What you should do: Gather all lines with "label" from the records.

[Stored entries]
== Segment start ==

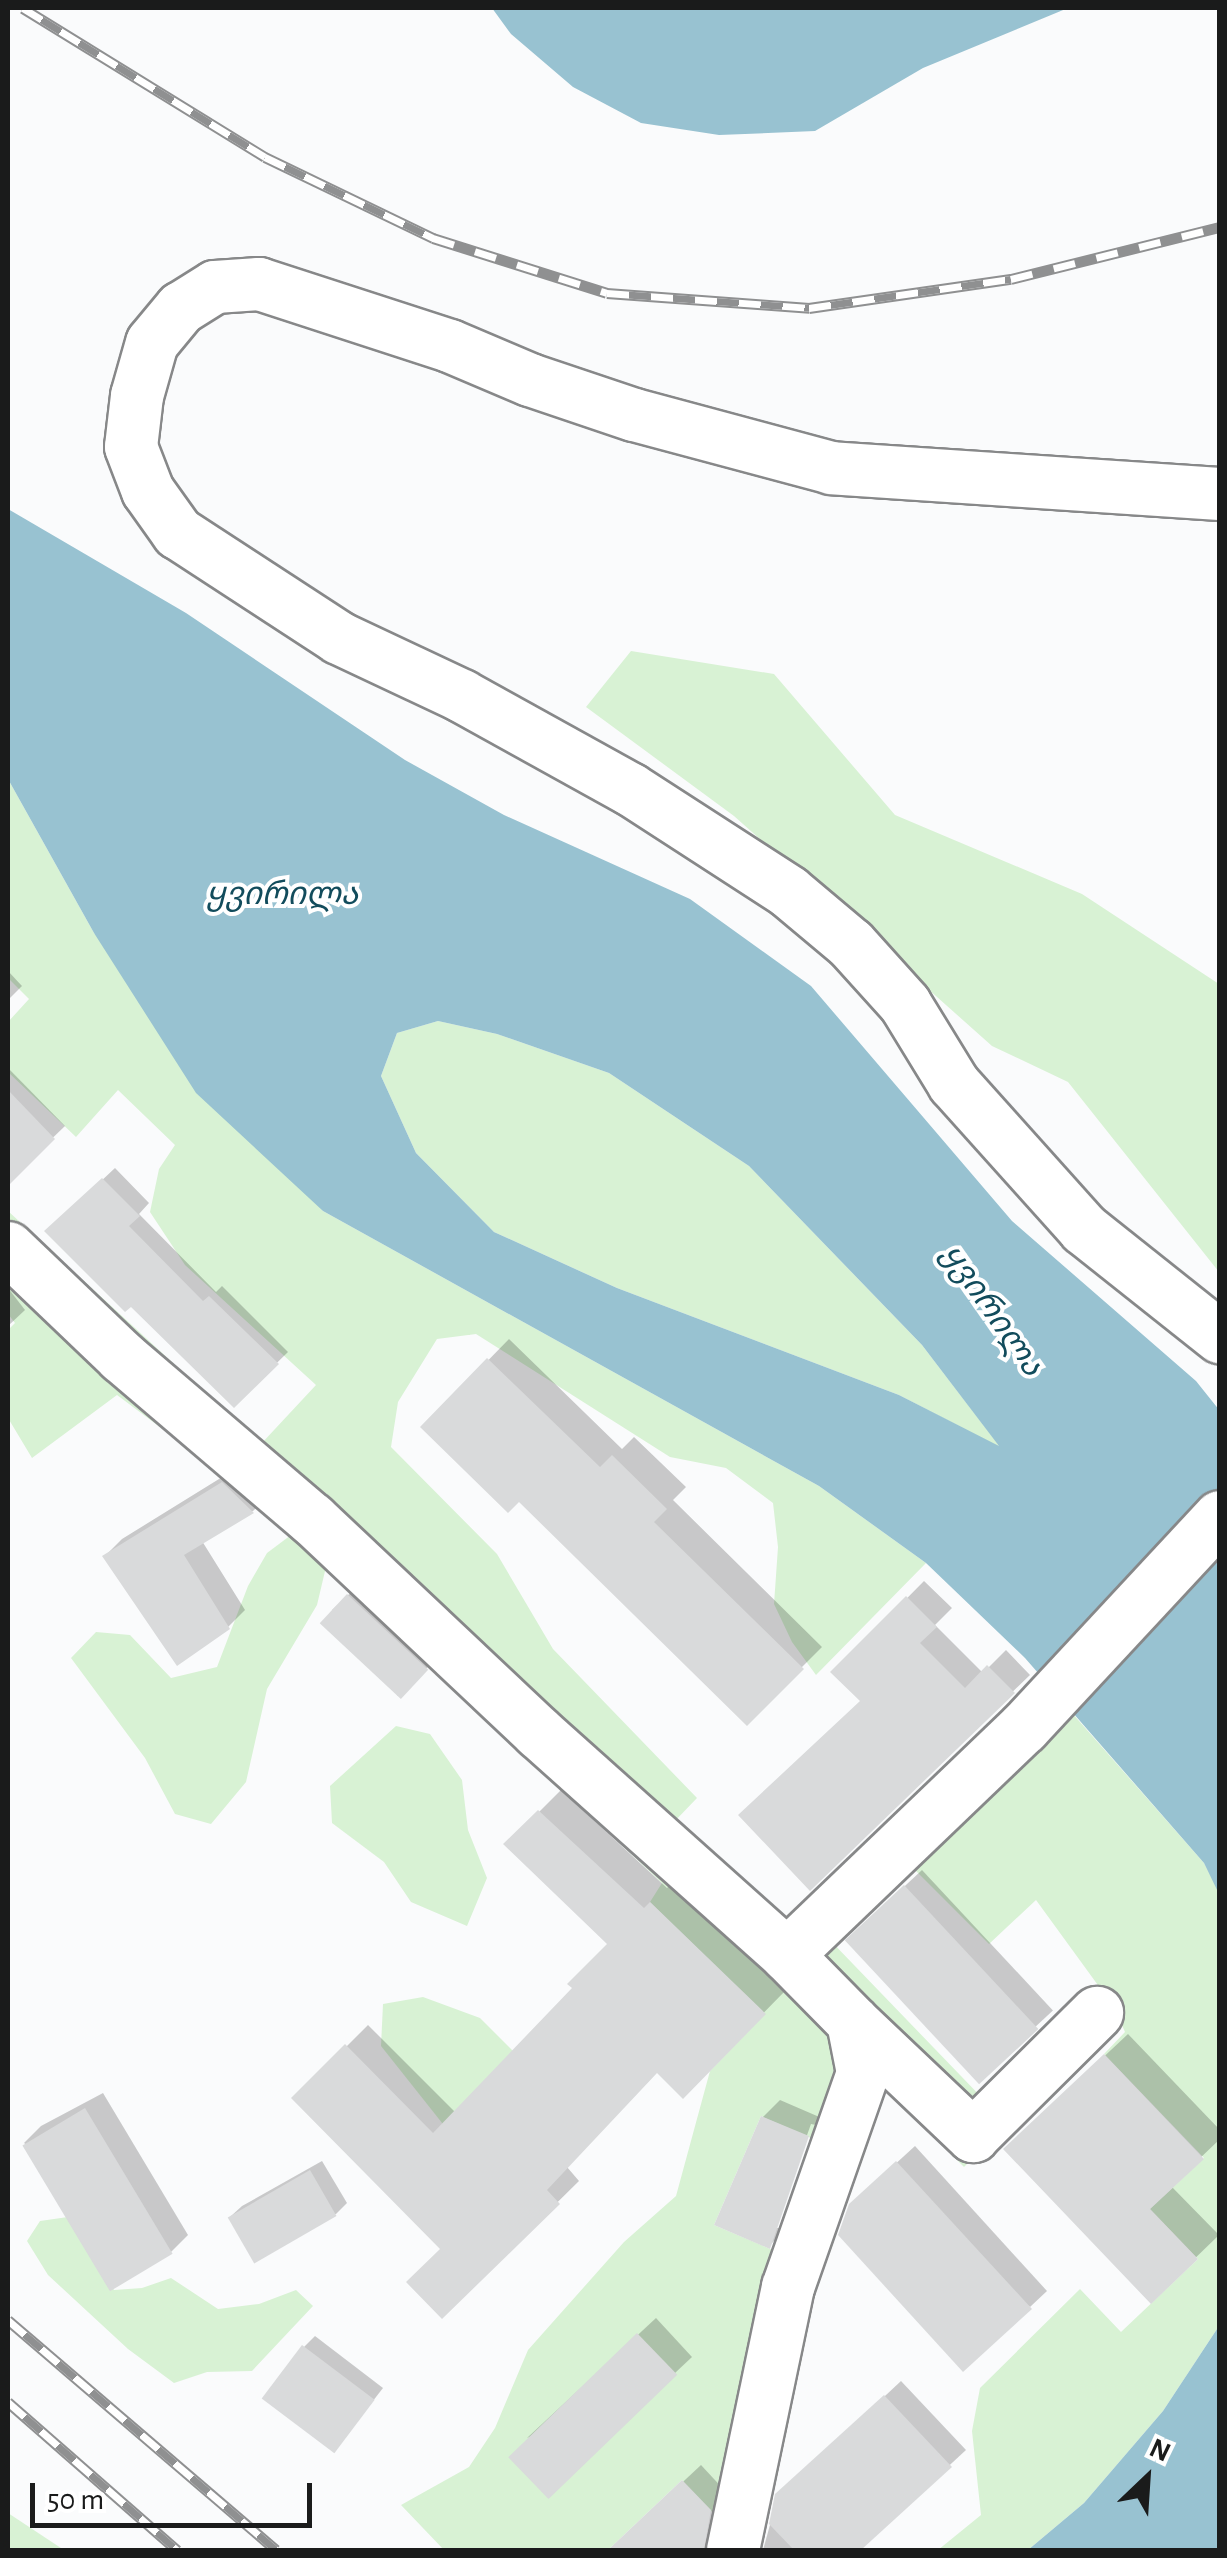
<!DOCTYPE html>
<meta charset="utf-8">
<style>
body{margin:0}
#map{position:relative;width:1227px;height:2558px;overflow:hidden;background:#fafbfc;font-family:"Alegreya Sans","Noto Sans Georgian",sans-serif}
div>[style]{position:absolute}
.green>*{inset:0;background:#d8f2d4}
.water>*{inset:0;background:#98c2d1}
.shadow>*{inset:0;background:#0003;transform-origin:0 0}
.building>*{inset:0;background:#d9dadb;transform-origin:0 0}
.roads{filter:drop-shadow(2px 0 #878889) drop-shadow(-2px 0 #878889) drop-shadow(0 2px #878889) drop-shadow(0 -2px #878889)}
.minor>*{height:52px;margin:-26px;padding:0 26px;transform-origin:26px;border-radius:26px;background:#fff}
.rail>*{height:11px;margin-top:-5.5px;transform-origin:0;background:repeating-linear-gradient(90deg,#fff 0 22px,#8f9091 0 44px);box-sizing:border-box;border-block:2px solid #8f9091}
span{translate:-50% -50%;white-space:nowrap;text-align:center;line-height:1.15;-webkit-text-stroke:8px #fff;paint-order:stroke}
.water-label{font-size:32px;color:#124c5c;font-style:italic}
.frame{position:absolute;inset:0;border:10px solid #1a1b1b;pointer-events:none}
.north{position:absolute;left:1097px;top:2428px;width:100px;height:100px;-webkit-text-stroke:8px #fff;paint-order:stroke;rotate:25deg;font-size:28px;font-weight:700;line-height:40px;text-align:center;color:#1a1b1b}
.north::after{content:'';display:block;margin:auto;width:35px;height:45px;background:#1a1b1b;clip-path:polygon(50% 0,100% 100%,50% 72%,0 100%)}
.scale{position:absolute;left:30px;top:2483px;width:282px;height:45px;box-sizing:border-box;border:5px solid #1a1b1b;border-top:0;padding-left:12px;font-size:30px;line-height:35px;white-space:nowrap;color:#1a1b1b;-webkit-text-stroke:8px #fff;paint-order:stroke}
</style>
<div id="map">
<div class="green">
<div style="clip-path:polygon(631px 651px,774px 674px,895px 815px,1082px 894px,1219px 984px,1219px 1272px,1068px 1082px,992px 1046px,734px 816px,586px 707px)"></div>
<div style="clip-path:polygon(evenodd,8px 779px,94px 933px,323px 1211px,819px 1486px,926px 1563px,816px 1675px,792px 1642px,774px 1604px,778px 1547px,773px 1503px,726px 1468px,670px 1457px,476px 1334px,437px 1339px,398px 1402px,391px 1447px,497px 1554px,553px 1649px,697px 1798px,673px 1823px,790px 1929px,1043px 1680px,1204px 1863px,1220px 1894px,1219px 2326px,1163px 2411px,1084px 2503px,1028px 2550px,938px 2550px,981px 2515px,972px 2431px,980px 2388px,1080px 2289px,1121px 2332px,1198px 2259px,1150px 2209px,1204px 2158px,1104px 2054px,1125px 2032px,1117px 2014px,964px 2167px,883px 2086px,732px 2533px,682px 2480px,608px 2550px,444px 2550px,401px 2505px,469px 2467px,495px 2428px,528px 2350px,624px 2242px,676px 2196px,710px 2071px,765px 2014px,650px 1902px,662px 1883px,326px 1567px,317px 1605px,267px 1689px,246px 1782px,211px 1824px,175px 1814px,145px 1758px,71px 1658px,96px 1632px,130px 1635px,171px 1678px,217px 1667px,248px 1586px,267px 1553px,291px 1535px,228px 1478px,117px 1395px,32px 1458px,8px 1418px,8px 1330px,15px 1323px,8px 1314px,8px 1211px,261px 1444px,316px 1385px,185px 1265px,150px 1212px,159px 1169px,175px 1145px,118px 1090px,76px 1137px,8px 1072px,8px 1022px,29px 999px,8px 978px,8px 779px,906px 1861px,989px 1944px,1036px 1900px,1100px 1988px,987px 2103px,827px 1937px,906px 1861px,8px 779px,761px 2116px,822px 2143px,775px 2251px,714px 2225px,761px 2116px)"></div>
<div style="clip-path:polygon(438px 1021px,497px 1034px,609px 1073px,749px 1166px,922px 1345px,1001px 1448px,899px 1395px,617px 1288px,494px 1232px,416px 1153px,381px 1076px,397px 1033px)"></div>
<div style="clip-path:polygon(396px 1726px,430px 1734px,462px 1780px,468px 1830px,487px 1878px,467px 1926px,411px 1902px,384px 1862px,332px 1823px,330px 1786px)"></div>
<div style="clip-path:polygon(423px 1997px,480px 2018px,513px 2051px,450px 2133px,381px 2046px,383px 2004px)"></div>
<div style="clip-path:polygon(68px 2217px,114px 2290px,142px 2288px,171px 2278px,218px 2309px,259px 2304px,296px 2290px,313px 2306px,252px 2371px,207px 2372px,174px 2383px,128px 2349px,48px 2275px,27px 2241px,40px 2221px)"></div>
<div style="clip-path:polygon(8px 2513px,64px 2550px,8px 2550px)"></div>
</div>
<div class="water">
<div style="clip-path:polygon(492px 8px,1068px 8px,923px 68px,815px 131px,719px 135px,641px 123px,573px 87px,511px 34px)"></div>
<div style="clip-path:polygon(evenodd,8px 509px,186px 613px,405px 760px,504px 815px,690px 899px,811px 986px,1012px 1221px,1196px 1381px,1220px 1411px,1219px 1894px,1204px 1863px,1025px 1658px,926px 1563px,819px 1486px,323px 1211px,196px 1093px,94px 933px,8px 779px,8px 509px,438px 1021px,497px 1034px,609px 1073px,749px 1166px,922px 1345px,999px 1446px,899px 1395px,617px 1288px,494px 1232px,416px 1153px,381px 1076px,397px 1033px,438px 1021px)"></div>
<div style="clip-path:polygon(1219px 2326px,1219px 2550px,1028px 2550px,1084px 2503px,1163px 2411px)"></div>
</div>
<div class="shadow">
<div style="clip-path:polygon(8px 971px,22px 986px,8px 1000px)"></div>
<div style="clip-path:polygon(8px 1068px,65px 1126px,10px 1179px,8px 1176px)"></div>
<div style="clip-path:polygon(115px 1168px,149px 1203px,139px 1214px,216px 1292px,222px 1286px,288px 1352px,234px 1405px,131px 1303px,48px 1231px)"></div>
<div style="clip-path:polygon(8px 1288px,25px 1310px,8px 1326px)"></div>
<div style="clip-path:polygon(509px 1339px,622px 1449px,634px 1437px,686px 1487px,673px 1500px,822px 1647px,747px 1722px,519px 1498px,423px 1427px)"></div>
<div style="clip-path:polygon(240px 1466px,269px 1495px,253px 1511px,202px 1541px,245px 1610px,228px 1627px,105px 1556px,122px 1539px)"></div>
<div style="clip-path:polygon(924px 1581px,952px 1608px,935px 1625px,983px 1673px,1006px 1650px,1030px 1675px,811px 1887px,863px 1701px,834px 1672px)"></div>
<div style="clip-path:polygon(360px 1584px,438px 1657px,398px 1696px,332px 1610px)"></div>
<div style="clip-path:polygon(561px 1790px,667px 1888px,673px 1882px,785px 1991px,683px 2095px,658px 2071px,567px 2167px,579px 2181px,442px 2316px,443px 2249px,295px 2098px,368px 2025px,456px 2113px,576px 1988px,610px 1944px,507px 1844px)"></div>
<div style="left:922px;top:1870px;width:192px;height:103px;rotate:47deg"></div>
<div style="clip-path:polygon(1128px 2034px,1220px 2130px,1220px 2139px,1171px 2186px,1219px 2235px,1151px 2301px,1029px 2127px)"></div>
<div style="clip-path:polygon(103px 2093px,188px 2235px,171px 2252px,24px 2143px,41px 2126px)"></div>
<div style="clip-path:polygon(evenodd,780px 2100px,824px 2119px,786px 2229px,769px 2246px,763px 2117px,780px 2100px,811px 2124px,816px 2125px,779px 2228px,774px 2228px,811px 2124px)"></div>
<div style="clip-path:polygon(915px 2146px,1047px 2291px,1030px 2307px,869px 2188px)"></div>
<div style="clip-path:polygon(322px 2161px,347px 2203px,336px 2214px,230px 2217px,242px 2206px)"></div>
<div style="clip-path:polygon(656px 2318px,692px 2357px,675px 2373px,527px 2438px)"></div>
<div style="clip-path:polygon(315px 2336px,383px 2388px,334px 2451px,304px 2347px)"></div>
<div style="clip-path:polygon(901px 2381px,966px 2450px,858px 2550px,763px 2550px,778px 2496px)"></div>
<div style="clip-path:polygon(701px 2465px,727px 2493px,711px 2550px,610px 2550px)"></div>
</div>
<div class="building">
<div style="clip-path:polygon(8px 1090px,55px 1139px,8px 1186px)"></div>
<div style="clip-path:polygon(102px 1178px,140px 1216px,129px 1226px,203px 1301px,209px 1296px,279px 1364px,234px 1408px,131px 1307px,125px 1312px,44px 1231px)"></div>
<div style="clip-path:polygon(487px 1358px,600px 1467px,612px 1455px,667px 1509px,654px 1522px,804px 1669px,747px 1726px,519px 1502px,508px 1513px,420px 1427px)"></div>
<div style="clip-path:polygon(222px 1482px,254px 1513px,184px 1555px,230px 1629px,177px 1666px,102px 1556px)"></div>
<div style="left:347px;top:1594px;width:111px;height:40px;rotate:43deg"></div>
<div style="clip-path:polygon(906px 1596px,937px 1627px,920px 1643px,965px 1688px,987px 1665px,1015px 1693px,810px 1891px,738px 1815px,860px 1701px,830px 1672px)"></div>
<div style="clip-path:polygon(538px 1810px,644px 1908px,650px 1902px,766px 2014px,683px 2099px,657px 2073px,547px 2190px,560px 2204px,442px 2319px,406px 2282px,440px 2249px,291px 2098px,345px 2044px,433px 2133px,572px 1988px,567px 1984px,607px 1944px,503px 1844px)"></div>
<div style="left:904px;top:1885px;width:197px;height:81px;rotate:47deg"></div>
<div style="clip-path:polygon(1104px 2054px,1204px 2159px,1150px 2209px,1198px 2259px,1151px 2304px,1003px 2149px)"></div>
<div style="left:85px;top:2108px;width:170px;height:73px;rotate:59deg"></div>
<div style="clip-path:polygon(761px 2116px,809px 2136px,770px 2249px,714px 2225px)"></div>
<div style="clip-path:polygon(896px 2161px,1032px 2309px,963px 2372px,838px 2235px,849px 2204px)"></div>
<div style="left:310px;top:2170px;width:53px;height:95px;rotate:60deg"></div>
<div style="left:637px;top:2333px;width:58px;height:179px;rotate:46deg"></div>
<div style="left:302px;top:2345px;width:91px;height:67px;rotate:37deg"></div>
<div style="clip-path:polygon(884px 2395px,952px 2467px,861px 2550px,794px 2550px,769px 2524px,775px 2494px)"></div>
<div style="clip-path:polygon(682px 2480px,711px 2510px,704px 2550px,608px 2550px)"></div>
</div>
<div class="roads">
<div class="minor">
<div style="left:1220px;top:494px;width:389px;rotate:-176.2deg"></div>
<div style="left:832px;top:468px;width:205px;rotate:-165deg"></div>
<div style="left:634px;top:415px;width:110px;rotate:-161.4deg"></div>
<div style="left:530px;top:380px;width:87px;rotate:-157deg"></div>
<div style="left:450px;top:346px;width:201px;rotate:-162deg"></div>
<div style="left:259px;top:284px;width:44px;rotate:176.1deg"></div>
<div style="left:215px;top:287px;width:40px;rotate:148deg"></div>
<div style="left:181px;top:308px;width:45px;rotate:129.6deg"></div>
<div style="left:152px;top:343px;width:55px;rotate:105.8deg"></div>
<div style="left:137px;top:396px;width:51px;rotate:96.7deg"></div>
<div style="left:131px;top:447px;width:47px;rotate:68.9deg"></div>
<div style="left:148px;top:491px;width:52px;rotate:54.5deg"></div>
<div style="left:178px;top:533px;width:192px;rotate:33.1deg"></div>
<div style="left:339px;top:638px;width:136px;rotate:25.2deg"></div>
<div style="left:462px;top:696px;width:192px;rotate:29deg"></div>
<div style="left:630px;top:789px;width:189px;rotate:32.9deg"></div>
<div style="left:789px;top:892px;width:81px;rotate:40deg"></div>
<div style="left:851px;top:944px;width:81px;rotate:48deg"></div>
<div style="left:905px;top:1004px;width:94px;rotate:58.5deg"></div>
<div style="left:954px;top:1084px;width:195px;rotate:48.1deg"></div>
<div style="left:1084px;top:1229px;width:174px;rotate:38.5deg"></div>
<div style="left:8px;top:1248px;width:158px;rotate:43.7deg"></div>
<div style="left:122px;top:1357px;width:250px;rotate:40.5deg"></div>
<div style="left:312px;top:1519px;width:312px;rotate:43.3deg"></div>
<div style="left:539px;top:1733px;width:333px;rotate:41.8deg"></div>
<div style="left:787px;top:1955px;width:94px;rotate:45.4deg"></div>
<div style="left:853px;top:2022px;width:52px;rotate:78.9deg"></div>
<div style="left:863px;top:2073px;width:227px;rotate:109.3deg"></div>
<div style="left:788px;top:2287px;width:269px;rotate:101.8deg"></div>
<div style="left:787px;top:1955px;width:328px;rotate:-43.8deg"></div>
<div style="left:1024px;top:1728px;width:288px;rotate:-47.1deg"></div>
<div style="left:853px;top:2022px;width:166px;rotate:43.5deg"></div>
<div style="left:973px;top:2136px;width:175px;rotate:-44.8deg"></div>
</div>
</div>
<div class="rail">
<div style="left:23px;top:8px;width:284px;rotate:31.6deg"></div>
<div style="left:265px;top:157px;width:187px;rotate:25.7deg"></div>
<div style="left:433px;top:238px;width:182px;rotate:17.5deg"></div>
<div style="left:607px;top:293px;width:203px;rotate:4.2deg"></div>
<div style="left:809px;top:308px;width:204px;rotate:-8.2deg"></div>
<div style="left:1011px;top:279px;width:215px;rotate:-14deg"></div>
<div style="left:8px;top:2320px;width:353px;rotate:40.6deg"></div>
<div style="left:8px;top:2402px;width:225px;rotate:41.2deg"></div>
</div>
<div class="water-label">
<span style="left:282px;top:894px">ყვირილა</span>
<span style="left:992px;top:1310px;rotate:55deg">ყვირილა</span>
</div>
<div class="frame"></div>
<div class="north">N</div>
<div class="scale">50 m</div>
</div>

== Segment end ==

Answer:
.water-label{font-size:32px;color:#124c5c;font-style:italic}
<div class="water-label">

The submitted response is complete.